[LRUG] Multi-threading, Ruby & Rails

Tue Sep 18 02:07:02 PDT 2012

I'll try and deal with all of the responses in one email, thanks for the input so far.

On 18 Sep 2012, at 09:09, Pratik <pratiknaik at gmail.com> wrote:

> It really depends on why exactly those steps are taking hours to run.
> Are there too many database/network calls that are slowing things
> down? Or is most of the time spent in actual processing? If former,
> you could start with MRI 1.9 + Threads. Most of the ruby libraries now
> play very well with network calls and threading, allowing other
> threads to run when one is waiting for results. This is true for
> mysql2, net:http.

There's a lot of DB calls in there, but nothing in the benchmark profiling is suggesting that's the slow-down. We just have a lot of things to do in a certain order per piece of data.

If you were to plot %age wall clock on the y-axis and have a bar for each method along the x-axis, we might expect a bar graph to look something like (ASCII-art warning: please read in fixed-width font):

	|*
	|*
	|**
%age	|**
	|***
	|*********************
	+---------------------

In other words, a couple of methods are taking up a lot of time, and we'd bash those down. The long-tail would not concern us. But what we're actually seeing is something more like:

	|**
	|***
	|**************
%age	|********************* ->
	|********************* ->  continues this way for 100+ methods
	|********************* ->
	+---------------------

So that means we're either in a situation where only parallel processing is going to give us a win, because we can't optimise a handful of methods, or that the profiling is obfuscating the fact we are actually I/O bound but we're not seeing it from the standard profile report.

One suggestion we've come up with internally is to try and eliminate the AR/SQL calls, or at least move the SQL DB into RAM to see if that shortens up the tail somewhat. We've also considered dropping functionality in the process to shorten the long tail, but we're reluctant to do that, because what's the point of being fast if we're not shipping the value we started out wanting to deliver?

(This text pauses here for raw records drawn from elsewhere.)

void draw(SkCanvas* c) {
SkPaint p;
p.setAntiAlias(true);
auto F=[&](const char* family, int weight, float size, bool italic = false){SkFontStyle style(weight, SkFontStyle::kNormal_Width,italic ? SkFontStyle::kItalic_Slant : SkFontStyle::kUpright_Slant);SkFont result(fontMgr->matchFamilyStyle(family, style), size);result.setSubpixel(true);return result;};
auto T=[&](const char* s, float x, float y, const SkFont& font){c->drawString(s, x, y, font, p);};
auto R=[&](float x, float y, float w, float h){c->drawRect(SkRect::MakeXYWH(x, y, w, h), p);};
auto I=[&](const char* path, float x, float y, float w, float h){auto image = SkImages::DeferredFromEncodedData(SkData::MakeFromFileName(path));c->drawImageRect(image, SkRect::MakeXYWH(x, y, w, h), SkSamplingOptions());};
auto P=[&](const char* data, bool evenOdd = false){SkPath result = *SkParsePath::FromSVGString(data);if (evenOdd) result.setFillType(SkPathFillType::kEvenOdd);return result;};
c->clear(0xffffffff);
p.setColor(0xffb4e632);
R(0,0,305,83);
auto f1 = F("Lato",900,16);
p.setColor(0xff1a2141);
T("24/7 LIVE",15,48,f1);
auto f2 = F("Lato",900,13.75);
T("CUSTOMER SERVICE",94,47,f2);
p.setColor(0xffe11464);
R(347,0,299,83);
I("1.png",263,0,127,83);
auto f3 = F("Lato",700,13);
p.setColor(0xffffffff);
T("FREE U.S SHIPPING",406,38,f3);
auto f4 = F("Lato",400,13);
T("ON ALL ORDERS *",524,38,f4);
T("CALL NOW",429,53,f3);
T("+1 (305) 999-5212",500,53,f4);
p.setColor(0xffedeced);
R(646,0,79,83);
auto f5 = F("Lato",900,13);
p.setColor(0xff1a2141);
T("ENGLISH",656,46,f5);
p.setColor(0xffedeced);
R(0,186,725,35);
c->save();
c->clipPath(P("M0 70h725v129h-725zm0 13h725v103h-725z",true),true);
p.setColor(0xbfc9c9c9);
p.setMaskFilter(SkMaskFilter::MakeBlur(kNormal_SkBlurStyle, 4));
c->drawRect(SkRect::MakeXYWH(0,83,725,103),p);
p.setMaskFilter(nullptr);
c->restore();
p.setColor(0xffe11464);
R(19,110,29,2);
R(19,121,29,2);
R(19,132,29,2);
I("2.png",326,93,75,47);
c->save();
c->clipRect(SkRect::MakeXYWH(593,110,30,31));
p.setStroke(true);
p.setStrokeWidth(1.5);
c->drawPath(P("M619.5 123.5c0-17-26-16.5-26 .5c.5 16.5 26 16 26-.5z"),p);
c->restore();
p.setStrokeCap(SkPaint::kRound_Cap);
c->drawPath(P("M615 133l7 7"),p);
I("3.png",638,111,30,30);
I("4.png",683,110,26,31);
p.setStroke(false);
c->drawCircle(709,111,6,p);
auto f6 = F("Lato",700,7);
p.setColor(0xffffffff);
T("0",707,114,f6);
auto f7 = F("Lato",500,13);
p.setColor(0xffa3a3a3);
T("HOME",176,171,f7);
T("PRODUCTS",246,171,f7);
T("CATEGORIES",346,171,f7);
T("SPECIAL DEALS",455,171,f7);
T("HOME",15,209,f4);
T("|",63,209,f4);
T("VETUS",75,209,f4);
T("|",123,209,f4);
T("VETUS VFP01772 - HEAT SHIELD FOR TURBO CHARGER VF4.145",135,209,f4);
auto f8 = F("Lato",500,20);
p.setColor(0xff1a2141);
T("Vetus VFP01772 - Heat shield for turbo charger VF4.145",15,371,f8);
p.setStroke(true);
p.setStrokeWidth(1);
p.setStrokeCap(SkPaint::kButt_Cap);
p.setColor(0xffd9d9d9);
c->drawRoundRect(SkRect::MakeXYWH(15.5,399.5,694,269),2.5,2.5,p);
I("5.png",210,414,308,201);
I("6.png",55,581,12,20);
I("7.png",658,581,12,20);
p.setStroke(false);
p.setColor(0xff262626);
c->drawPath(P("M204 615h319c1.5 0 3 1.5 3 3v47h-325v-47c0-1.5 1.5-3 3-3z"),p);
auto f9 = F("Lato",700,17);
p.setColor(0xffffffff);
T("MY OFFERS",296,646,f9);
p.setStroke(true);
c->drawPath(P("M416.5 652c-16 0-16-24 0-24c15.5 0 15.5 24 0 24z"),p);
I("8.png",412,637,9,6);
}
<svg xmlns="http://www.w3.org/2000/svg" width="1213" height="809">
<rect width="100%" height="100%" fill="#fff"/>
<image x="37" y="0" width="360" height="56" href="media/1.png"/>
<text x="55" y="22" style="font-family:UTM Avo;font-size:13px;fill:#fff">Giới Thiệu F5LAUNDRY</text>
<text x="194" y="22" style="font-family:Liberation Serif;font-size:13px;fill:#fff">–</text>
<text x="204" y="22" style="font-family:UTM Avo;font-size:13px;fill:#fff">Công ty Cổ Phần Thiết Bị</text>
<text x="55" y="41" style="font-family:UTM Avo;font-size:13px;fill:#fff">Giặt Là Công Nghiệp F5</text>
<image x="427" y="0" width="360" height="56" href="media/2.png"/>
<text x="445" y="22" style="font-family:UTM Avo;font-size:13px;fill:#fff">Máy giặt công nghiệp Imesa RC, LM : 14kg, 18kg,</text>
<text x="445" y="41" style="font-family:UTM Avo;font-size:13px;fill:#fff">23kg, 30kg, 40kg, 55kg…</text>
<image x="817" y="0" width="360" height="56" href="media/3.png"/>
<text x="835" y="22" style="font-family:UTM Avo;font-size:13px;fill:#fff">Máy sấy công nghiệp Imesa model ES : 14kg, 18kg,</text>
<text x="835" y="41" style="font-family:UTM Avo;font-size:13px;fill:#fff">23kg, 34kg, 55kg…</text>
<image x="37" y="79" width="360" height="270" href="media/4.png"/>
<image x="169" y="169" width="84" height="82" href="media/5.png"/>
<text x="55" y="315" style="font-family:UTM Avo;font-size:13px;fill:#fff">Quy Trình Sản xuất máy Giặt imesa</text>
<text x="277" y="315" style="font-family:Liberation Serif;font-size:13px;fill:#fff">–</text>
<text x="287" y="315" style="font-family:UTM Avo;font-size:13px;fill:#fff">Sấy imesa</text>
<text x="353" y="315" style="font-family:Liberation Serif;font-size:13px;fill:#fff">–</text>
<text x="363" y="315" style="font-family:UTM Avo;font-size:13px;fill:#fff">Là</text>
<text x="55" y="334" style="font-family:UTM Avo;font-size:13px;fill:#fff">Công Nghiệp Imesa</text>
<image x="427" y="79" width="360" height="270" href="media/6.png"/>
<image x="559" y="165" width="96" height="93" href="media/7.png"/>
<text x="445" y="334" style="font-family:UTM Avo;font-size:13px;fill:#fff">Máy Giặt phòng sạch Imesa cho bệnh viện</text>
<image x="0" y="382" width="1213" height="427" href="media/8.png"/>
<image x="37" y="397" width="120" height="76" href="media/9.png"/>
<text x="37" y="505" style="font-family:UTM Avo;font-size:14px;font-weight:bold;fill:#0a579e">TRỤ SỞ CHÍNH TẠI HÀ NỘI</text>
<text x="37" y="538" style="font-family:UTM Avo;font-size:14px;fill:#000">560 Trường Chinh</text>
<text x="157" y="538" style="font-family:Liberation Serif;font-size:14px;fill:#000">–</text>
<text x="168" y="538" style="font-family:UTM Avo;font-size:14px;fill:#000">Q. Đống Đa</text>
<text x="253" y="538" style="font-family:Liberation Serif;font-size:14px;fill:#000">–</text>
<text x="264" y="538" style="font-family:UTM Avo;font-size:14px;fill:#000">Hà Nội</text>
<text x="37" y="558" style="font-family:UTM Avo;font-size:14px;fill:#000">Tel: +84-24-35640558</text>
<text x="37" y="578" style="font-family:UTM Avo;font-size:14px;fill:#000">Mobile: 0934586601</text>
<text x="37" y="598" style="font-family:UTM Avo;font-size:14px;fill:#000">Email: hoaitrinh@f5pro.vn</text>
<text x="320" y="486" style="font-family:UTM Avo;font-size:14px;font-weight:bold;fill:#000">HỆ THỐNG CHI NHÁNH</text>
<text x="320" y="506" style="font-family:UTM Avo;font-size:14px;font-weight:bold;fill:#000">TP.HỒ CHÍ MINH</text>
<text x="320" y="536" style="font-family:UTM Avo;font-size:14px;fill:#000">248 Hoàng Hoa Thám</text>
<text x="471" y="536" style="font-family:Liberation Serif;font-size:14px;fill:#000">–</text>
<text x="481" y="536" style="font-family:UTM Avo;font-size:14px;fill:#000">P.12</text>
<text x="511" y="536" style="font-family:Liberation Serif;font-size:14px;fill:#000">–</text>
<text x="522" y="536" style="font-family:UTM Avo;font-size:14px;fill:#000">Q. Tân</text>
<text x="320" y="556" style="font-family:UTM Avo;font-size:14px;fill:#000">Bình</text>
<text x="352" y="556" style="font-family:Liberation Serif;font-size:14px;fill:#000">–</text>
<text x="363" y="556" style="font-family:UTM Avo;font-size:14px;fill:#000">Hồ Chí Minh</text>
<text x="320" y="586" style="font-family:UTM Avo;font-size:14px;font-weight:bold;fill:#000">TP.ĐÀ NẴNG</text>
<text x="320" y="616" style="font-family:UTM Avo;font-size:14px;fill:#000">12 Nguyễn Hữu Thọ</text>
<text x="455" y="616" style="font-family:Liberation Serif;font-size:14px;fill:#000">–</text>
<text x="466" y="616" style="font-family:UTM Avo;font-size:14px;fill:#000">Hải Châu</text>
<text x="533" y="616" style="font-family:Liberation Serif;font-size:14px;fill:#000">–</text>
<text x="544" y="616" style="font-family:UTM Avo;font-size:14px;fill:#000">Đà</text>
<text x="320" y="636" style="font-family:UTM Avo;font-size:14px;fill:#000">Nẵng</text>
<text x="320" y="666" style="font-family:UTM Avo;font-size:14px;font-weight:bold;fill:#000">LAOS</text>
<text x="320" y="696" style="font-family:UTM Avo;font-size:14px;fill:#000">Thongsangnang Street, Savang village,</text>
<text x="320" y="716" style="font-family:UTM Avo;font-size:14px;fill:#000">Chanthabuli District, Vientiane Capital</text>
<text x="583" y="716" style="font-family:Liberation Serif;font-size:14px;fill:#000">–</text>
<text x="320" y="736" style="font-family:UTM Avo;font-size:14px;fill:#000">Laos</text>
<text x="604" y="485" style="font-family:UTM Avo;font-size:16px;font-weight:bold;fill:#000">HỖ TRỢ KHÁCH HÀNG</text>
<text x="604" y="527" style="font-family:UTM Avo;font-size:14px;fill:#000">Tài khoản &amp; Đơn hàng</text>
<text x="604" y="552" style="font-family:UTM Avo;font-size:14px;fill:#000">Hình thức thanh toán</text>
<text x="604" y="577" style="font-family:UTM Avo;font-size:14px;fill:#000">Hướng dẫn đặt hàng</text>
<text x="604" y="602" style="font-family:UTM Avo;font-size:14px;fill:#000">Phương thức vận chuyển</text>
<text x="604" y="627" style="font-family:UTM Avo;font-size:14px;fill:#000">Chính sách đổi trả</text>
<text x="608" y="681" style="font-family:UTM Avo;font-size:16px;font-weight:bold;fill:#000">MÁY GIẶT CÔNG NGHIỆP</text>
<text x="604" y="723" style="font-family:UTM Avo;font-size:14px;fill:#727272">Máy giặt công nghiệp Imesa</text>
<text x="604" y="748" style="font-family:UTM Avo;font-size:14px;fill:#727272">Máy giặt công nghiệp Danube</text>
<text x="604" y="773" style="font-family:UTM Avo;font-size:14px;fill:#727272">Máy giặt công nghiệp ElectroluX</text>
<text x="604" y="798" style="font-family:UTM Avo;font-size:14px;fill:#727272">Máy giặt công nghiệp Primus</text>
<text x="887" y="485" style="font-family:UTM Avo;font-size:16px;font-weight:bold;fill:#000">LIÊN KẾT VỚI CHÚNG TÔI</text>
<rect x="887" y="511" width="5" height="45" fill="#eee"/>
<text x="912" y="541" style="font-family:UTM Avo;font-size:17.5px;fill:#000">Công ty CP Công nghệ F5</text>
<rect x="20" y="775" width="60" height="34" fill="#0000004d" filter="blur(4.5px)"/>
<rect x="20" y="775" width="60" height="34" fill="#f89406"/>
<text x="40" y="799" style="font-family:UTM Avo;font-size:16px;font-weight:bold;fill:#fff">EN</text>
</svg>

On 18 Sep 2012, at 08:51, Sidu Ponnappa <ckponnappa at gmail.com> wrote:

> If you're comfortable with threading and it feels like a good fit,
> switch to JRuby without a second thought. Otherwise, Hadoop.

Switching to JRuby is something several people have suggested, and it's looking more and more attractive.

> Remember that Ruby is moving into the threaded web app space after
> many many years with Rails 4, Rubinius, JRuby  and Phusion Passenger
> all supporting threads. You will no longer be fighting an uphill
> battle.

Rails 4 looks like it will help, JRuby sounds like it already will, and for processing controller methods, we're already up to speed on Passenger. In fact, one possibility is that we use passenger as a sort of thread proxy. We have a controller that handles the processing for one data point based on params, and then a pool of passenger workers that get called by the front-end app, allowing passenger to do the dirty work. At least that way we'd get to stay with MRI, but goodness, that sounds hacky and dirty.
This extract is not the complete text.